Metal Lords

NETFLIX

Rejoice. Finally! A film for those that wish to crash the parallel lines of heavy metal and modern audiences. Sure, because such a large crossover between the two is available, large enough for Metal Lords to exist. This Netflix original implies the same people probably want to use Iron Maiden tracks on their latest TikTok or underscore their Spotify playlist with a Judas Priest cover. Either way, the hardcore originals of the metalhead fandom are going to be served a ruinous offering of their favourite tracks, and the target audience that stretches broader and beyond that is going to receive a feature that relies on references they won't recognise. 

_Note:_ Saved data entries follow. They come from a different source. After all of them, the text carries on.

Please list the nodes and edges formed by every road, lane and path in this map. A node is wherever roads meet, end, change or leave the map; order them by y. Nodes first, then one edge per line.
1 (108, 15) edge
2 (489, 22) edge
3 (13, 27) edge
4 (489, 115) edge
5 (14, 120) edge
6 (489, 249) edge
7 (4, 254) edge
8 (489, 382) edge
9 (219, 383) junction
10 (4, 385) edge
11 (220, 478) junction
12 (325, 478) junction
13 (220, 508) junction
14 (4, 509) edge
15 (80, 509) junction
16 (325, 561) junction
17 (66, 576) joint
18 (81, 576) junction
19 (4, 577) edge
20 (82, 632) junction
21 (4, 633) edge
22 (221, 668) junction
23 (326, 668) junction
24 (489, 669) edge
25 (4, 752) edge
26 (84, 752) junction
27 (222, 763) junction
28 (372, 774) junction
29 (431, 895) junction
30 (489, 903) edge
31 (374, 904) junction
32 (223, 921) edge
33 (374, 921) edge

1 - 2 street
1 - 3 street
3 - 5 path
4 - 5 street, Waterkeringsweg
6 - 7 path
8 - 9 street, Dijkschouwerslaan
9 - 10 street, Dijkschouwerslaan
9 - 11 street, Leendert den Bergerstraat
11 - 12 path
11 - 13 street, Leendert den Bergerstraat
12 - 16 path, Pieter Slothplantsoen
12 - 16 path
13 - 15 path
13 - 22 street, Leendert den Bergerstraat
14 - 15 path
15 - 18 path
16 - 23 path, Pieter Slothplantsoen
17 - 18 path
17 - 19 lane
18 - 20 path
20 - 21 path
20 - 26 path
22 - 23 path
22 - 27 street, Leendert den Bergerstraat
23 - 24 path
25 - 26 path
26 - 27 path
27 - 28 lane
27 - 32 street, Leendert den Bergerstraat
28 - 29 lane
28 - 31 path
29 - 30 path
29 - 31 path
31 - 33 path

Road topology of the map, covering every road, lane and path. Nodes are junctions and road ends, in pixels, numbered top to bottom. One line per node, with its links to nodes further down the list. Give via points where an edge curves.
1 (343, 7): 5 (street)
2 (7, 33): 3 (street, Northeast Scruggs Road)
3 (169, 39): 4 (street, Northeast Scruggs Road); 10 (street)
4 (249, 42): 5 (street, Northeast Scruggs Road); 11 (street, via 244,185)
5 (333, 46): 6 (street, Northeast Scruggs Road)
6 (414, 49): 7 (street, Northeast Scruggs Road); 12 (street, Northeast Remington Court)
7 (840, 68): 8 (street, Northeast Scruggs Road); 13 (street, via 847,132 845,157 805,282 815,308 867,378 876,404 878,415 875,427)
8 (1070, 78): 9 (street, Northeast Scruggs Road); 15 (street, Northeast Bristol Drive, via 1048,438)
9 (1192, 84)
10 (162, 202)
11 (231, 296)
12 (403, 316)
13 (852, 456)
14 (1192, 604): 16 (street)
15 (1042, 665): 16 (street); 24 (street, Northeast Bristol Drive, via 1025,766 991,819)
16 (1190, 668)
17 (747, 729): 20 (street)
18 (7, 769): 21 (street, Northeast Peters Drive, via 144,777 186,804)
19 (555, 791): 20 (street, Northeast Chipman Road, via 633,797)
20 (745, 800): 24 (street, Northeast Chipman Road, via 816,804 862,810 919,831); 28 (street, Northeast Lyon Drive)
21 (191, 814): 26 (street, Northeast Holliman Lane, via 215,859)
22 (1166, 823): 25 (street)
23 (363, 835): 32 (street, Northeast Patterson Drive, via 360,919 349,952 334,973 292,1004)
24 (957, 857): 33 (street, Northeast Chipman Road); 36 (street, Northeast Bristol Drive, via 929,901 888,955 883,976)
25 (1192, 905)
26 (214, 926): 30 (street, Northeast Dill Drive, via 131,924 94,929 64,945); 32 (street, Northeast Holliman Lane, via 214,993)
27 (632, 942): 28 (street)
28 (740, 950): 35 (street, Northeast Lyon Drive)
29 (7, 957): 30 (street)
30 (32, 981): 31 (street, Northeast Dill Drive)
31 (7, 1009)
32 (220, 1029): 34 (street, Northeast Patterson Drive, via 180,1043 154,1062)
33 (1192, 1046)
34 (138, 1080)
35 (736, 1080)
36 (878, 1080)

Flash montage shots to open this feature with sprinklings of Danzig and Pantera, Black Sabbath and Motorhead all make for reliable points of reference as does the calligraphy best associated with the exacerbated skulls and rebellious attitude of heavy metal. Battle of the Bands has formed so many storylines for budding musicians, young bands coming together for the very first time and persevering through the odds to offer themselves as the next musical prodigies. Metal Lords at least gets that right – and with enough entertainment value to it. They are the usual stringing along of cheap material, but why not just shut up and play the hits? No harm to it, as director Peter Sollett finds out almost immediately. 

Camaraderie through music and the development of that for an audience in all the right places is just what Metal Lords needs. It represents music more as an outlet for rage than anything else. At the very least, that is explored, but it falls back on the humdrum cliché that forms the core. The sheer volume of instances where the characters must try and refrain from describing something as “metal” is tantalising. It is also horrific. The cop-out is there for the taking and utilised a handful of times throughout. Metal Lords is a completely inoffensive project, which seems a slightly offensive smattering, ironically, considering the up-in-arms approach of heavy metal music and the musicians that crafted it. 

Should metal be used as a cute and harmless junction for light entertainment? Absolutely, half of that music needs to lighten up anyway. Metal Lords isn’t the place to do it though. It doesn’t have the charm or energy of School of Rock and instead attempts to replicate the hardened attitudes of the singers it shamelessly rips apart and wears as a front to peddle cheap gags and heartless jokes to streaming platforms. There are only so many shaved heads and face paint appearances before it becomes hard to accept as anything more than a rather comical, almost identical approach to how fringe fad musicianship is presented. Musicians often have other interests, it should seem. Blur’s drummer Dave Rowntree was a Labour solicitor for a long while after his career smacking away on leather pads came to an end. For Metal Lords, it is the musician to man of medicine career trajectory that imbues the moral lesson and clarifies the redundant message underlining this forgettable pastiche of heavy rock and roll.